DATA SHOWN section start

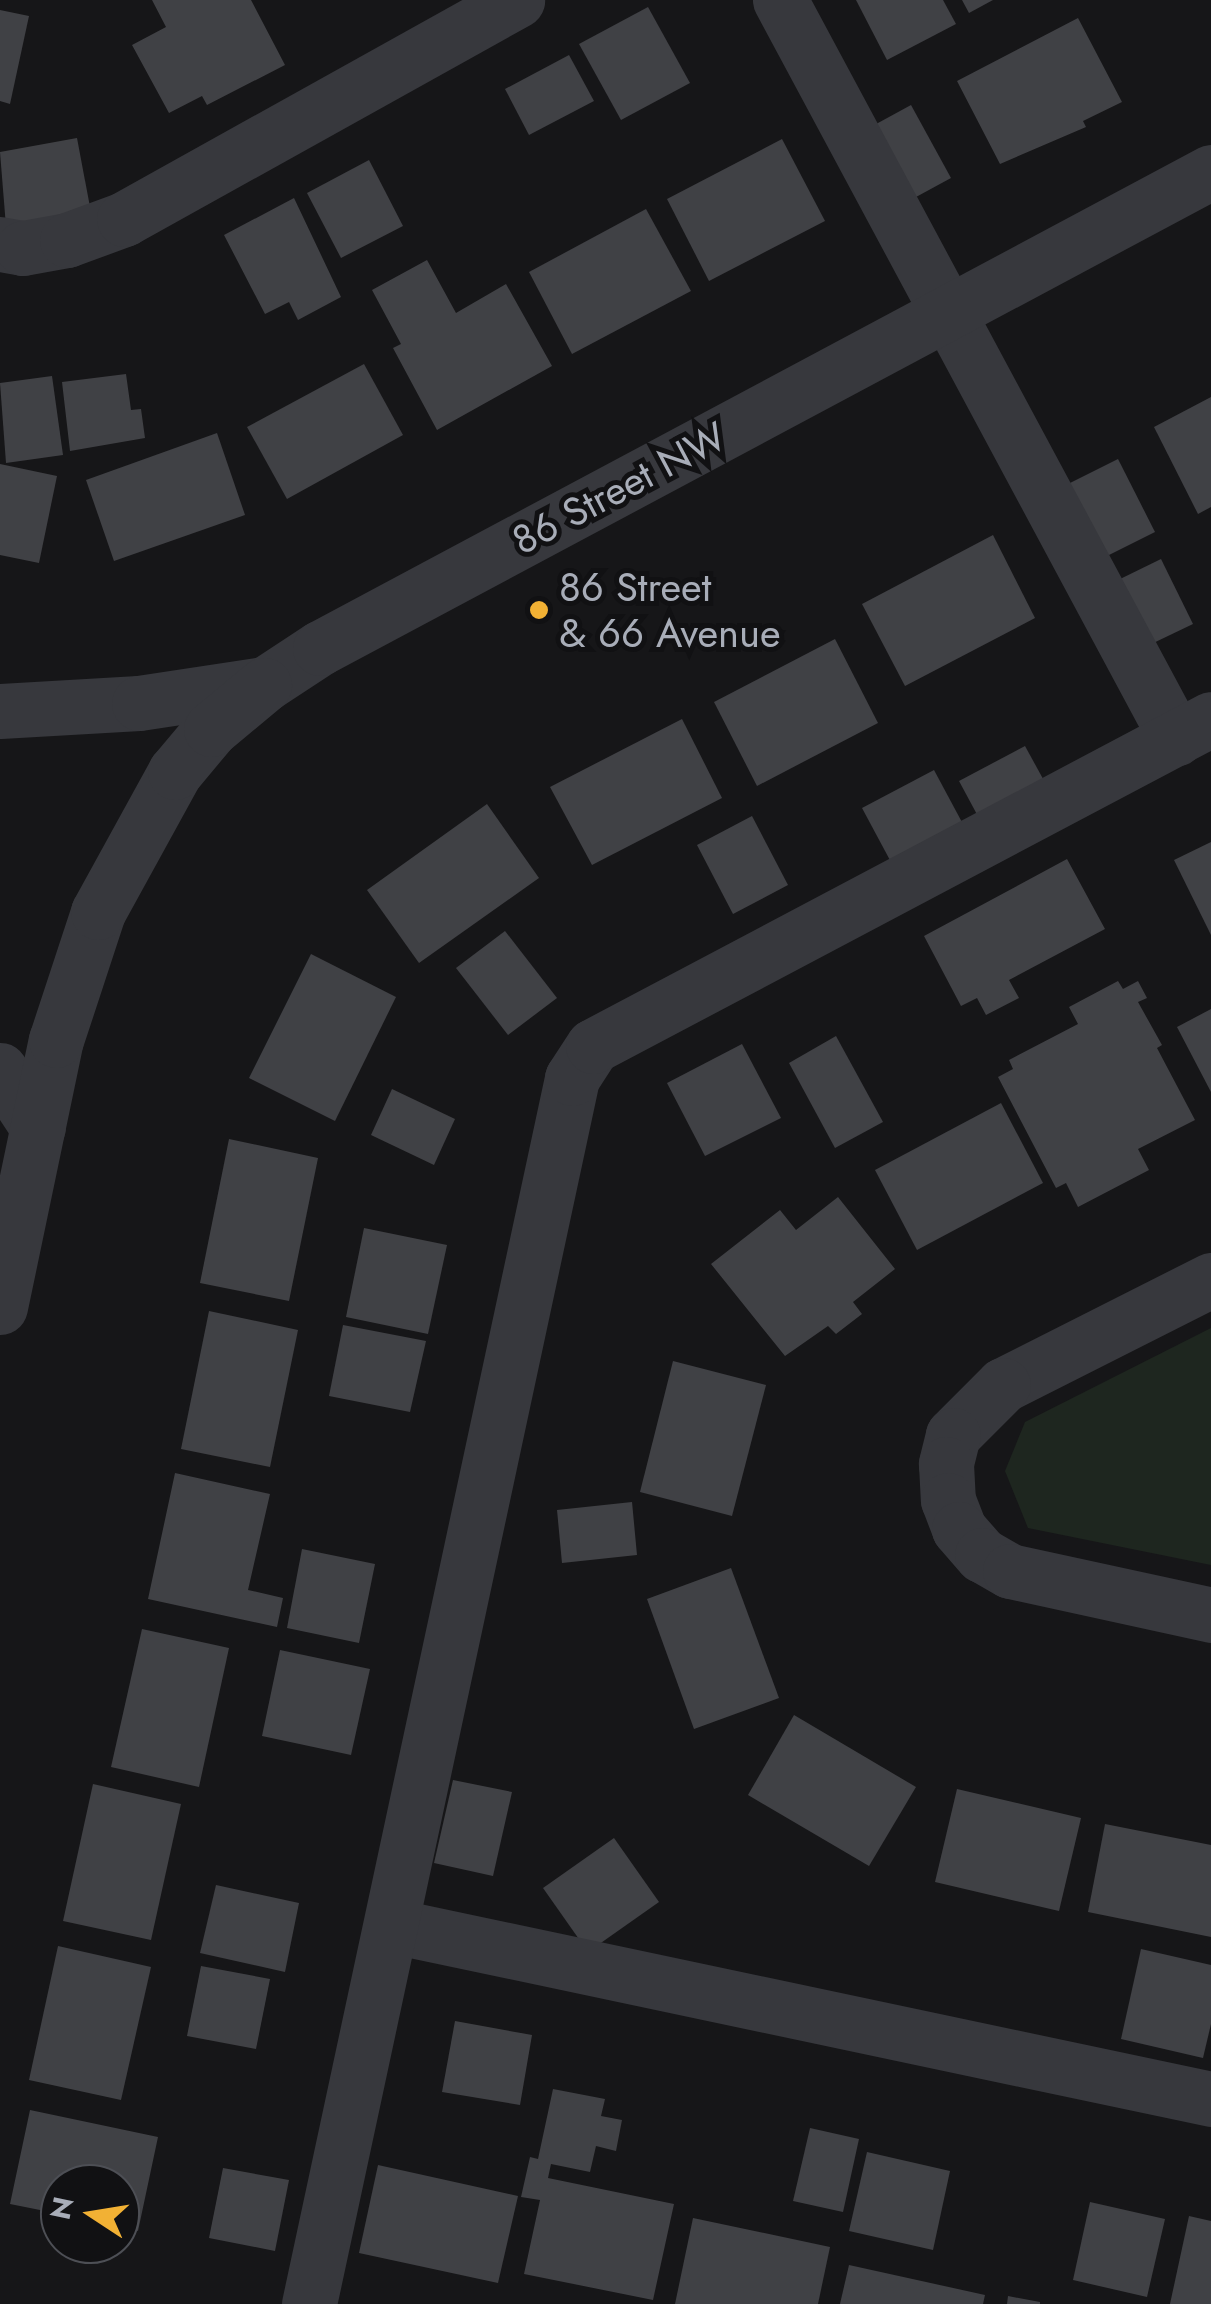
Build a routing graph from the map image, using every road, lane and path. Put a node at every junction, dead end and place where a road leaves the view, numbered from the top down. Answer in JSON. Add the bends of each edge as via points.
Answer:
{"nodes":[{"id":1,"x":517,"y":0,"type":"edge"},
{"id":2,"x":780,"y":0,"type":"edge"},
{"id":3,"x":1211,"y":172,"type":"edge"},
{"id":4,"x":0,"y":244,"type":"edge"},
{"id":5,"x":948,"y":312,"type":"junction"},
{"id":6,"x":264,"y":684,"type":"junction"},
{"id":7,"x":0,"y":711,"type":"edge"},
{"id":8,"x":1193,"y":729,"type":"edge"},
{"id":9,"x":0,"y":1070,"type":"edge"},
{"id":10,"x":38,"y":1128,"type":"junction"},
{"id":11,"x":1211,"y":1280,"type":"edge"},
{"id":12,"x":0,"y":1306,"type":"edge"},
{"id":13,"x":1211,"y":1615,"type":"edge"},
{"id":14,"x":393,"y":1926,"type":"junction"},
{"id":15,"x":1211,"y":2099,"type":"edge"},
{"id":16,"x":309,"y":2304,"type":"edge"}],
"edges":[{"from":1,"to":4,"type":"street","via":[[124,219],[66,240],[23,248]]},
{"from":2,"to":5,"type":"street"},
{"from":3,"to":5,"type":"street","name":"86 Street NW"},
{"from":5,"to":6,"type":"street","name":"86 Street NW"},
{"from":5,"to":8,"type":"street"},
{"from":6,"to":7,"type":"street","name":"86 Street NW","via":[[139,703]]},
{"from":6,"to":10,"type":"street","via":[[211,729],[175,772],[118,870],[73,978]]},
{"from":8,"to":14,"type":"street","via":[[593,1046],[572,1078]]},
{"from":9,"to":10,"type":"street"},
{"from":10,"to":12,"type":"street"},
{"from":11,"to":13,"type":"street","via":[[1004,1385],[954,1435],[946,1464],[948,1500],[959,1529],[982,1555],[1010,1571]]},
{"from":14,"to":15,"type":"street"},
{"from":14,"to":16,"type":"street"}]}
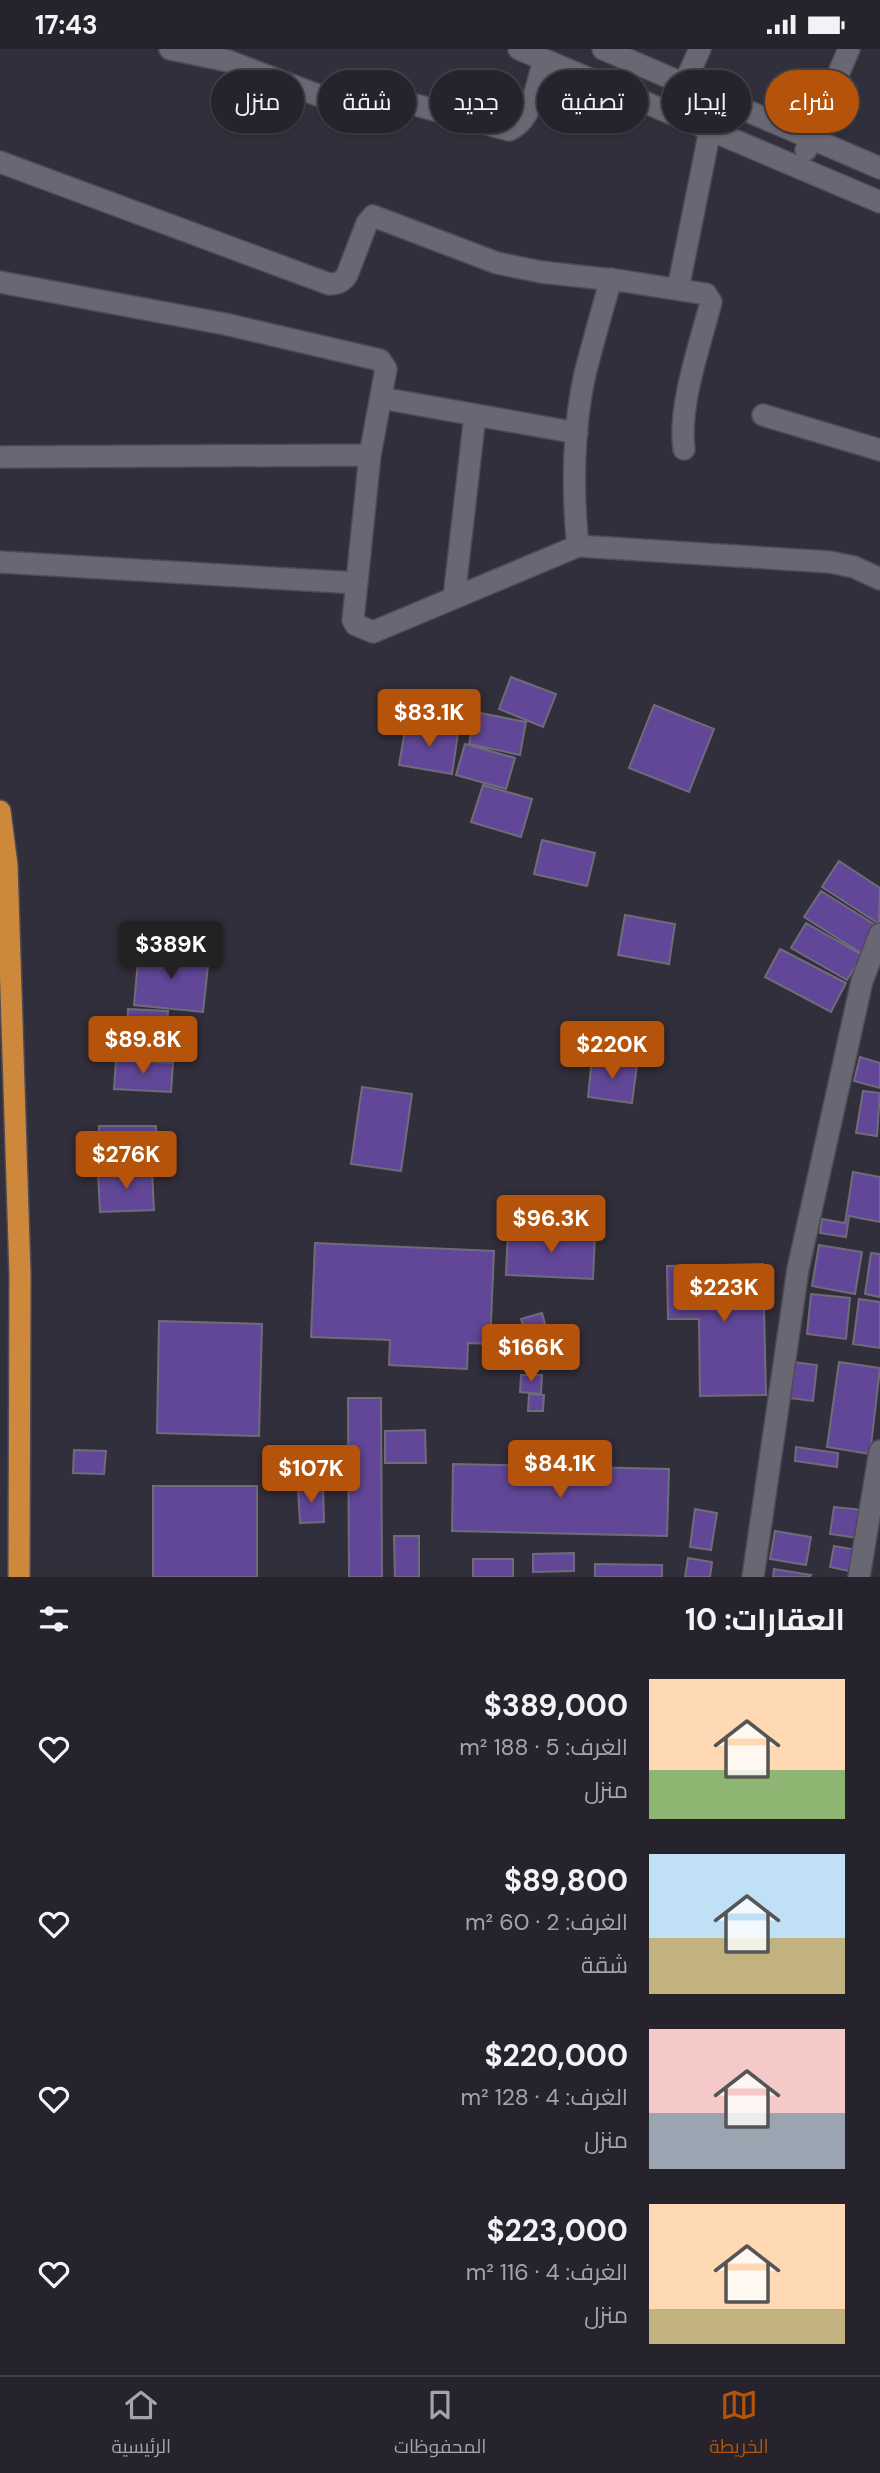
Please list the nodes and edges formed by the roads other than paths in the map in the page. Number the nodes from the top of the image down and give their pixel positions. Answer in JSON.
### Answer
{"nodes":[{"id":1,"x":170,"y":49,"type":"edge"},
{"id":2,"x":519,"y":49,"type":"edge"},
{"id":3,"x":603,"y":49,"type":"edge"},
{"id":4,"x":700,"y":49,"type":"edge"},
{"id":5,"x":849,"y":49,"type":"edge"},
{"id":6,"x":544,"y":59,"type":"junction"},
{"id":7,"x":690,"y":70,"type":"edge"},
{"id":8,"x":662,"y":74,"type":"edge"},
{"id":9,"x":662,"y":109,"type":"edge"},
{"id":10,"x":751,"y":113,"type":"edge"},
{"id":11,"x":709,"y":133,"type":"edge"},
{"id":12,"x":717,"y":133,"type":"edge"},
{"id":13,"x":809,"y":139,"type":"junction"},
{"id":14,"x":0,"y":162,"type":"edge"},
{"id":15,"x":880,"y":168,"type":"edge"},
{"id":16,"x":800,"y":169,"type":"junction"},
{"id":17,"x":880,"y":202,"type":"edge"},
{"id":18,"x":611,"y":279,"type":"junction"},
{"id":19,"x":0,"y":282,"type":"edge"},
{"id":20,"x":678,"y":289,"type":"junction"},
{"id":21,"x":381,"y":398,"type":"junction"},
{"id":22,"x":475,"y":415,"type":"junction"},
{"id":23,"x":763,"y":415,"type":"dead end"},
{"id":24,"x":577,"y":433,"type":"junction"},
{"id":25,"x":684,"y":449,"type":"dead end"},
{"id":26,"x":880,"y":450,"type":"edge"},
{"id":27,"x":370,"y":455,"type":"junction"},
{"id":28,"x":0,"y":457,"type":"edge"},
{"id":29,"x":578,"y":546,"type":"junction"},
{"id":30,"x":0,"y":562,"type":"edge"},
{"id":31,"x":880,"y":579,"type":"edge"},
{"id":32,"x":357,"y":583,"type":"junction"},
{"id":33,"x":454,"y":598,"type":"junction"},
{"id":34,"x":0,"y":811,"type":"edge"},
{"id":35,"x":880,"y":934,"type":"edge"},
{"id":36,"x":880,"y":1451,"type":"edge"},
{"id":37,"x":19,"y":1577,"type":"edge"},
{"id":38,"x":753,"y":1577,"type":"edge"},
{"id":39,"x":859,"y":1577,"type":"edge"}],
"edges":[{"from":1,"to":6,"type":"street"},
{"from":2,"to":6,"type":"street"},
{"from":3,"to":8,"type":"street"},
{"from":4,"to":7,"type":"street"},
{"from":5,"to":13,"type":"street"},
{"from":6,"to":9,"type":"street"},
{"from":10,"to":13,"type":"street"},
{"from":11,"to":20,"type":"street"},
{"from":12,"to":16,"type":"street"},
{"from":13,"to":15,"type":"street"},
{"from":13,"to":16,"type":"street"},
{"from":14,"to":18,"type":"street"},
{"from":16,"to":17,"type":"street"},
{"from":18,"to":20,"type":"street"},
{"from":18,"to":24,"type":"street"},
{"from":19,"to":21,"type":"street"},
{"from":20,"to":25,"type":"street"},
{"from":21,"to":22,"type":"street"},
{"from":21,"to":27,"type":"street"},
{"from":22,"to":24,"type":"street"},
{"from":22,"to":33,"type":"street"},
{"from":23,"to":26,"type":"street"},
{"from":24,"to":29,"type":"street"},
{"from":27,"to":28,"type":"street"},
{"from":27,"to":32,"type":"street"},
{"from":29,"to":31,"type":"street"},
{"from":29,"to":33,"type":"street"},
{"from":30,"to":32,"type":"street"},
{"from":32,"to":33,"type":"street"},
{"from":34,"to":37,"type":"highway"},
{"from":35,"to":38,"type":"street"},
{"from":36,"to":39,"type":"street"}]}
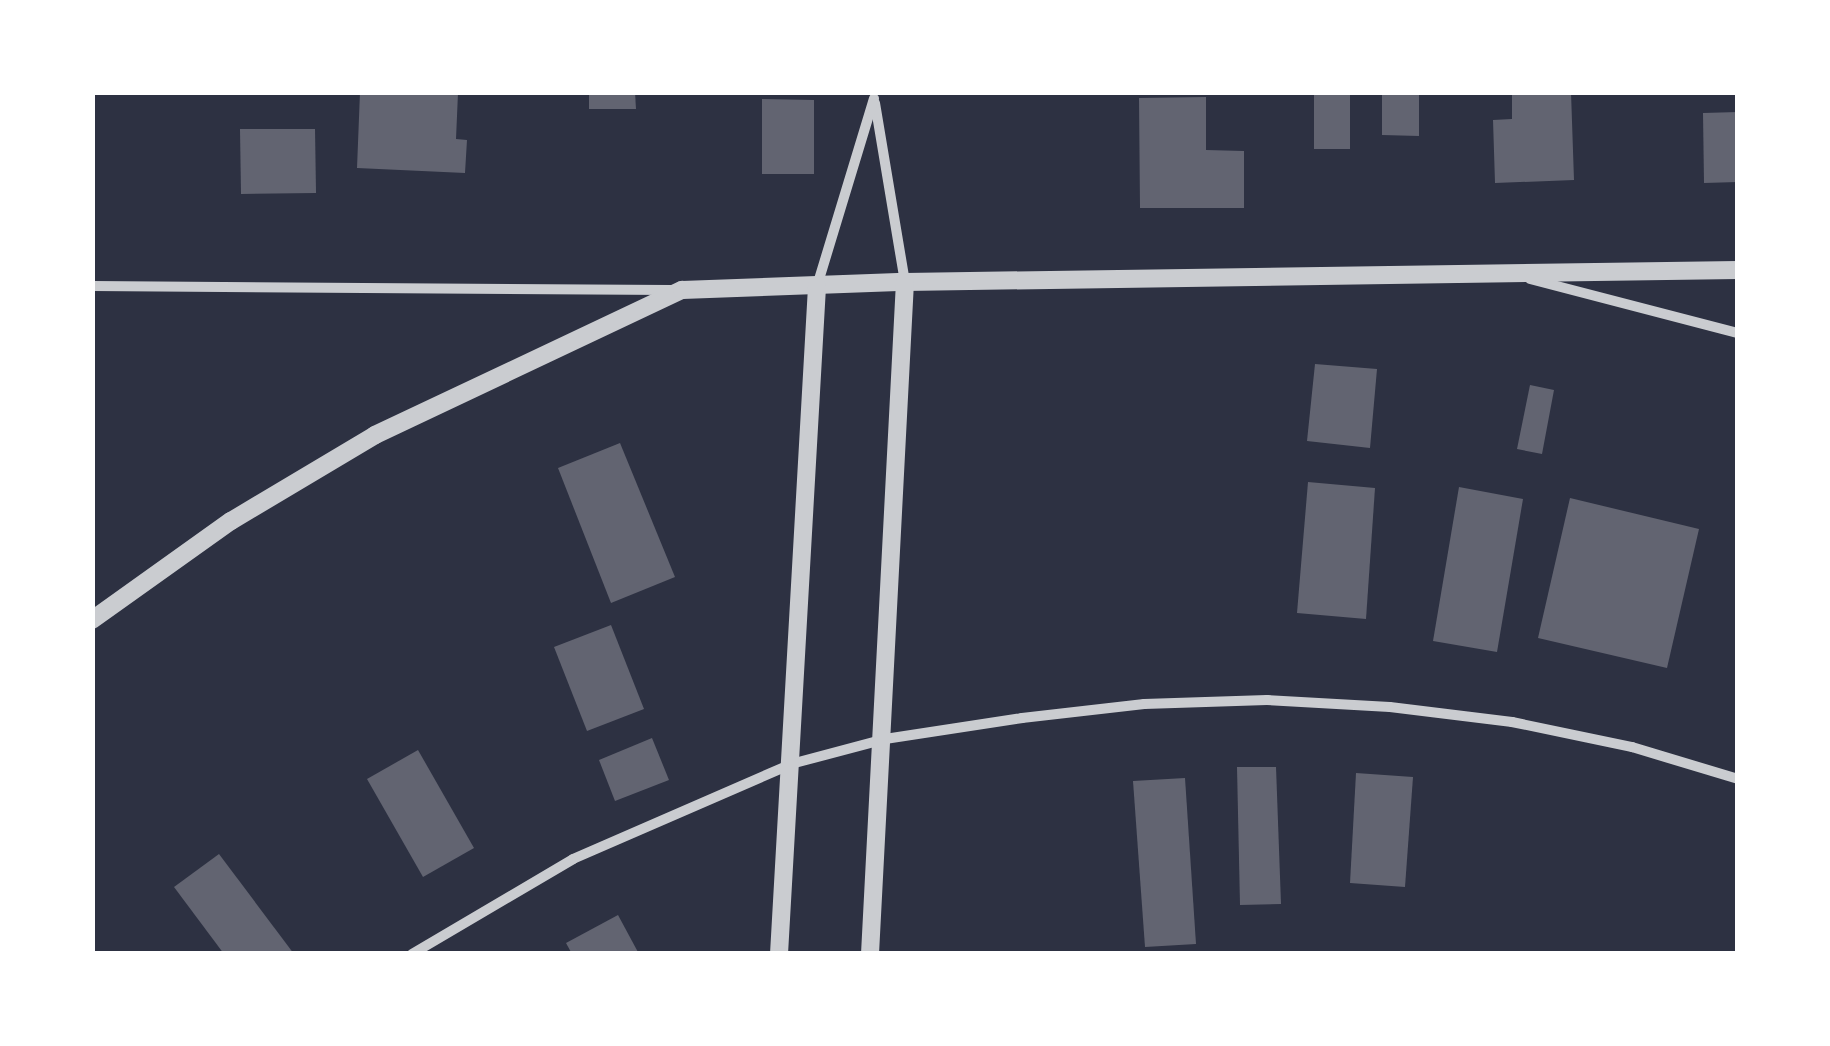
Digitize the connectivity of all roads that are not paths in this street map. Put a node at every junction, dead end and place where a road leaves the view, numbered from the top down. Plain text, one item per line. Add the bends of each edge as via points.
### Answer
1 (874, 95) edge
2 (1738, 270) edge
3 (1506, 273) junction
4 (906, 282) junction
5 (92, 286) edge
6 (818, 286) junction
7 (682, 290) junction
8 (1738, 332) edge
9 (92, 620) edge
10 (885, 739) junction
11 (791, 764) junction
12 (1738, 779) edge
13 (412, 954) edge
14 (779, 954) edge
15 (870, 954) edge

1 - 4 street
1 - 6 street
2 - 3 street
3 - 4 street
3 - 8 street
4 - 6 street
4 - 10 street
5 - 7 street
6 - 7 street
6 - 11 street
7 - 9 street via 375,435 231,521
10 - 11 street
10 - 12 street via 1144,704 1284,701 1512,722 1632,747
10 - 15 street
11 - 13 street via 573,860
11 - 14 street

DATA SHOWN section end

## WHAT THE TASK REQUIRES
Gather from the entries above all lines that include the string "every".

## OUTPUT
Build a routing graph from the map image, using every road, lane and path. Put a node at every junction, dead end and place where a road leaves the view, numbered from the top down. Answer in JSON. Add the bends of each edge as via points.
Digitize the connectivity of all roads that are not paths in this street map. Put a node at every junction, dead end and place where a road leaves the view, numbered from the top down. Plain text, one item per line. Add the bends of each edge as via points.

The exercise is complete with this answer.